В землянке было жарко натоплено, остро пахло непросохшей соломой. Каганец из гильзы немецкого малокалиберного снаряда упрямо боролся с темнотой. От мигающего света на стенах шевелились уродливые тени.
«Вот я и дома, — подумал Максим, впервые после ранения чувствуя себя на месте, там, где положено быть офицеру в страдную пору войны. — Чудно! Шел домой долечиваться, а пришел снова в окопы. Так, пожалуй, лучше. Если завтра выстоим, будет совсем хорошо, еще и с мамой успею повидаться… А этот батальонный адъютант, кажется, хороший парень…»

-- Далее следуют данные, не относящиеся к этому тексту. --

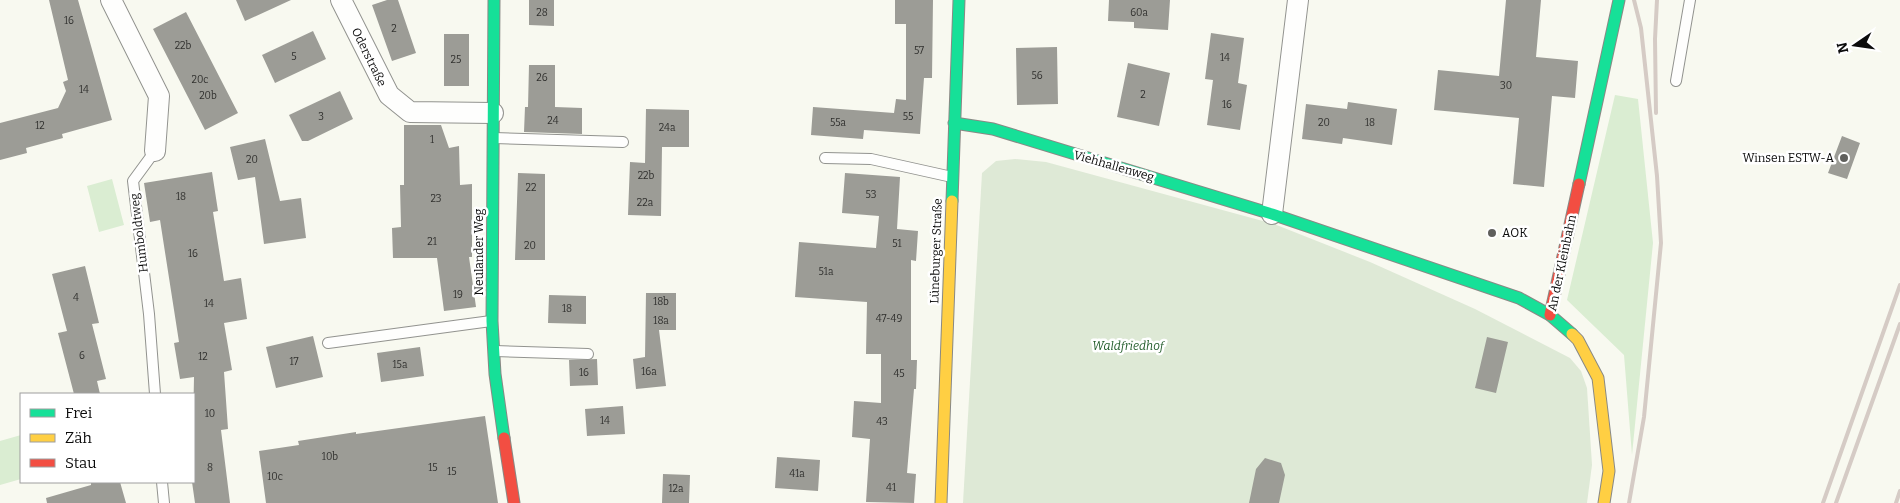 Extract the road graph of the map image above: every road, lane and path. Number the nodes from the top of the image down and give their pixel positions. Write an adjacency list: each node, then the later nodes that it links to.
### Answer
1 (111, 0): 13 (street, Humboldtweg)
2 (341, 0): 9 (street, Oderstraße)
3 (494, 0): 9 (street, Neulander Weg)
4 (959, 0): 10 (street, Lüneburger Straße)
5 (1298, 0): 16 (street)
6 (1690, 0): 8 (lane)
7 (1615, 3): 17 (street, An der Kleinbahn)
8 (1676, 81)
9 (493, 113): 11 (street, Neulander Weg)
10 (954, 123): 15 (street, Lüneburger Straße); 16 (street, Viehhallenweg)
11 (493, 138): 12 (lane); 18 (street, Neulander Weg)
12 (622, 142)
13 (154, 151): 22 (lane, Humboldtweg)
14 (824, 158): 15 (lane)
15 (953, 177): 26 (street, Lüneburger Straße)
16 (1272, 214): 17 (street, Viehhallenweg)
17 (1550, 315): 27 (street, An der Kleinbahn)
18 (492, 321): 19 (lane); 20 (street, Neulander Weg)
19 (328, 343)
20 (494, 351): 21 (lane); 25 (street, Neulander Weg)
21 (588, 354)
22 (155, 393)
23 (162, 483): 24 (lane)
24 (164, 503)
25 (514, 503)
26 (941, 503)
27 (1604, 503)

На противоположной стороне луговины, над немецкими окопами, одновременно вспыхнули несколько ракет. Их белесый свет проник в землянку, вырвал из темноты висевший на стене автомат. Где-то далеко, на правом фланге, застрочил немецкий контрольный пулемет.
— Боятся, сволочи! — зло проговорил старший адъютант, поправляя портупею и подтягивая ремень. — Утром опять полезут… Ну я пойду, товарищ капитан. Кстати, сообщу замполиту о вашем назначении. Он, кажется, в седьмой роте.